Re: [DISCUSS] Map Indexes

2019-04-15 Thread Will Holley
Thanks Garren,

As usual, a few questions :)

1. The data model suggests the idea of view groups gets carried over to
fdb. Are there API / behaviour reasons to keep them? Would an index update
transaction scope to a view group rather than a single view?
2. Regarding emitting doc as the value in a view function, this is so
common that I wonder if it's worth handling as a special case. It sounds
like there wouldn't be a solution for customers who use this technique to
ensure they can retrieve the version of the document that is consistent
with the emitted key?
3. When you say "Emitted keys will not be able to exceed 10 KB", do you
mean any single emitted key cannot exceed 10KB? The "id index" proposal
suggests there would also be a 100KB limit on the combined emitted key
length.

Cheers,

Will

On Mon, 15 Apr 2019 at 15:25, Garren Smith  wrote:

> Hi Everyone,
>
> I want to start a discussion around creating map/reduce view indexes.
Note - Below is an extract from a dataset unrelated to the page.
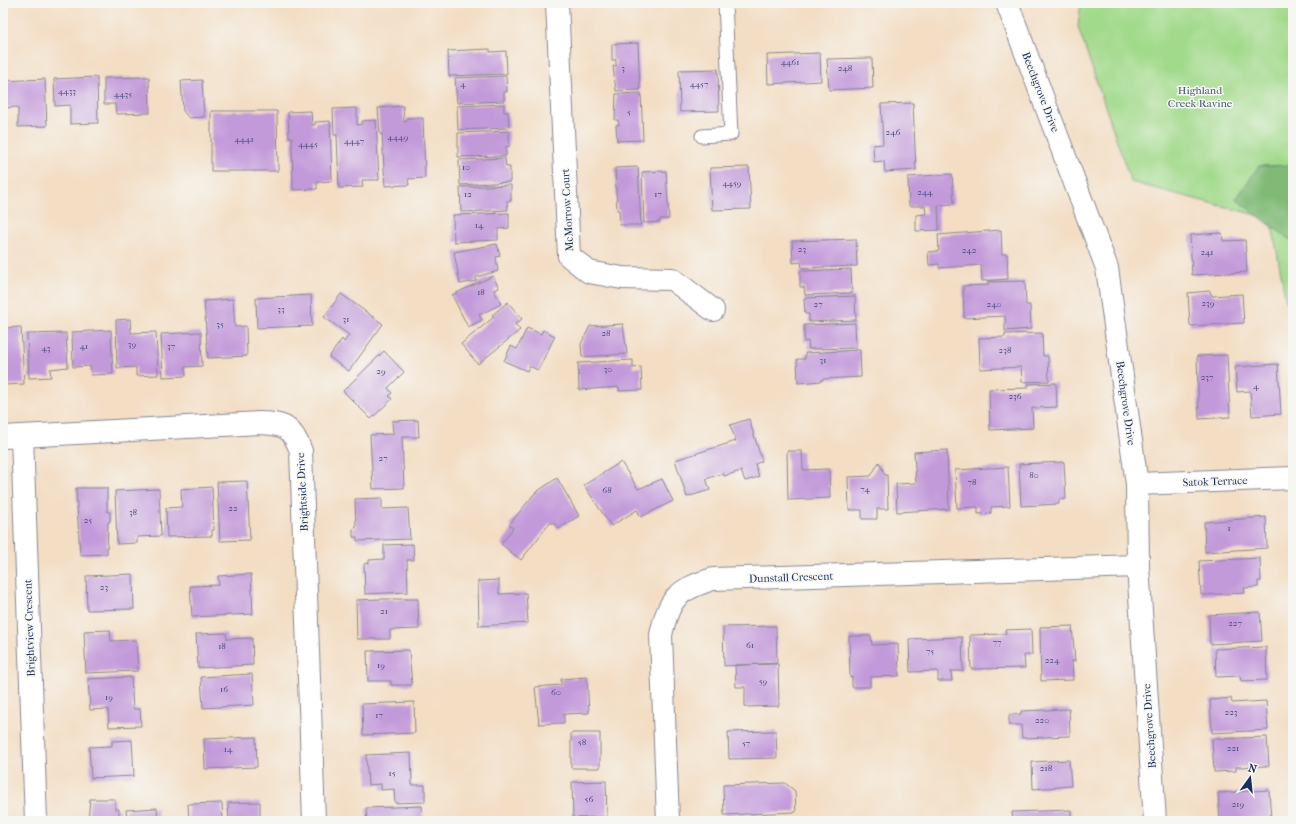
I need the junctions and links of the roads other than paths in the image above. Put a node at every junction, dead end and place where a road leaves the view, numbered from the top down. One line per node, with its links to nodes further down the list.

One
> way to get views indexes to work with FoundationDB is to break up a view
> index into indexes for the map functions and indexes for the reduce
> functions. Along those lines, I’m going to break the discussions into two,
> this discussion around map functions and indexes and then a another one on
> reduce functions and the indexes that go with those.
>
> ## Data model
> For a map function, we need to store the emitted keys and the emitted
> values:
>
> {?DATABASE, ?VIEWS, ?VIEW_SIGNATURE, ?VIEWS, , ?MAP, ,
> <_id>} -> 
>
> To briefly explain what the above means, it creates a views subspace in a
> database subspace, then every view defined on a design doc is grouped via
> the design doc’s view signature. The view_id is the name of the view in the
> design doc - we can look at ways to make that smaller to save some key
> space. The ?MAP groups the key/value into the view’s map index subspace,
> then we have the keys that were emitted for the map function and finally
> the _id field of the document used to create the keys for this row.
>
> ## Emitted Value
> The value stored for the row is the emitted value from the map function.
> Because we have a limitation on the size of the value field one caveat
> around this design is that a user will run into issues if they emit a
> document that exceeds 100KB. In CouchDB we don’t recommend users emitting
> the doc, but there are some nice speed optimisations you get by emitting
> the document as the value. With CouchDB on FDB that performance
> optimisation won’t be required and so we will have to actively discourage
> users from doing that.
>
> Just to note, a user would experience the same issue if they emit a value
> exceeding 100KB.
>
> ## Key ordering
> There are some changes to how we will manage keys emitted from a map
> function. For strings we will need to generate a ICU sort string upfront
> instead of using the ICU comparison. To maintain the way CouchDB currently
> does view collation [1], we need to prepend a type value to each key so
> that we get the correct sort order of null < boolean < numbers < strings <
> arrays < objects. CouchDB currently allows duplicate keys to be emitted for
> an index, to allow for that a counter value will be added to the end of the
> keys.
>
> ## Index Key Management
> For every document that needs to be processed for an index, we have to run
> the document through the javascript process to get the emitted keys and
> values. This means that it won’t be possible to update a map/reduce index
> in the same transaction that a document is updated. To account for this, we
> will need to keep an `id index` similar to the `id tree` we current keep.
> This index will hold the document id as the key and the value would be the
> keys that were emitted. We would then use this information to know which
> fields need to be updated or removed from the index when a document is
> changed.  A data model for this would be:
>
> {?DATABASE, ?VIEWS, ?VIEW_SIGNATURE, ?VIEWS, , ?ID_INDEX, <_id>,
> } -> [emitted keys]
>
> ## Updating an index
> To help in knowing which documents have changed since a view was last
> updated, we will need to keep the latest update sequence. This will change
> from the really long string we currently have, to using the sequence value
> defined in the _changes RFC [2].
>
> Based on all of that, a slightly expanded data model for map functions
> inside a database subspace would look like:
>
> * views
> * 
> * update_seq
> * idtree
> * (<_id>, ) -> [keys]
> * views
> * 
> * map
> * (, <_id>) -> 
>
> ## Size limits
> There are some size limits that are worth listing and keeping in mind.
>
> * Emitted keys will not be able to exceed 10 KB
> * Values cannot exceed 100 KB
> * Following from Alex’s email on how transaction sizes are calculated [3],
> there could be rare cases where the number of key-value pairs emitted for a
> map function could lead to a transaction either exceeding 10 MB which isn’t
> 

Re: IO queueing defaults

2019-09-12 Thread Will Holley
I defer to those with more operational experience of ken and smoosh but
wouldn't those new subsystems radically impact performance if IOQ is
completely bypassed (assuming ken/smoosh are enabled by default)?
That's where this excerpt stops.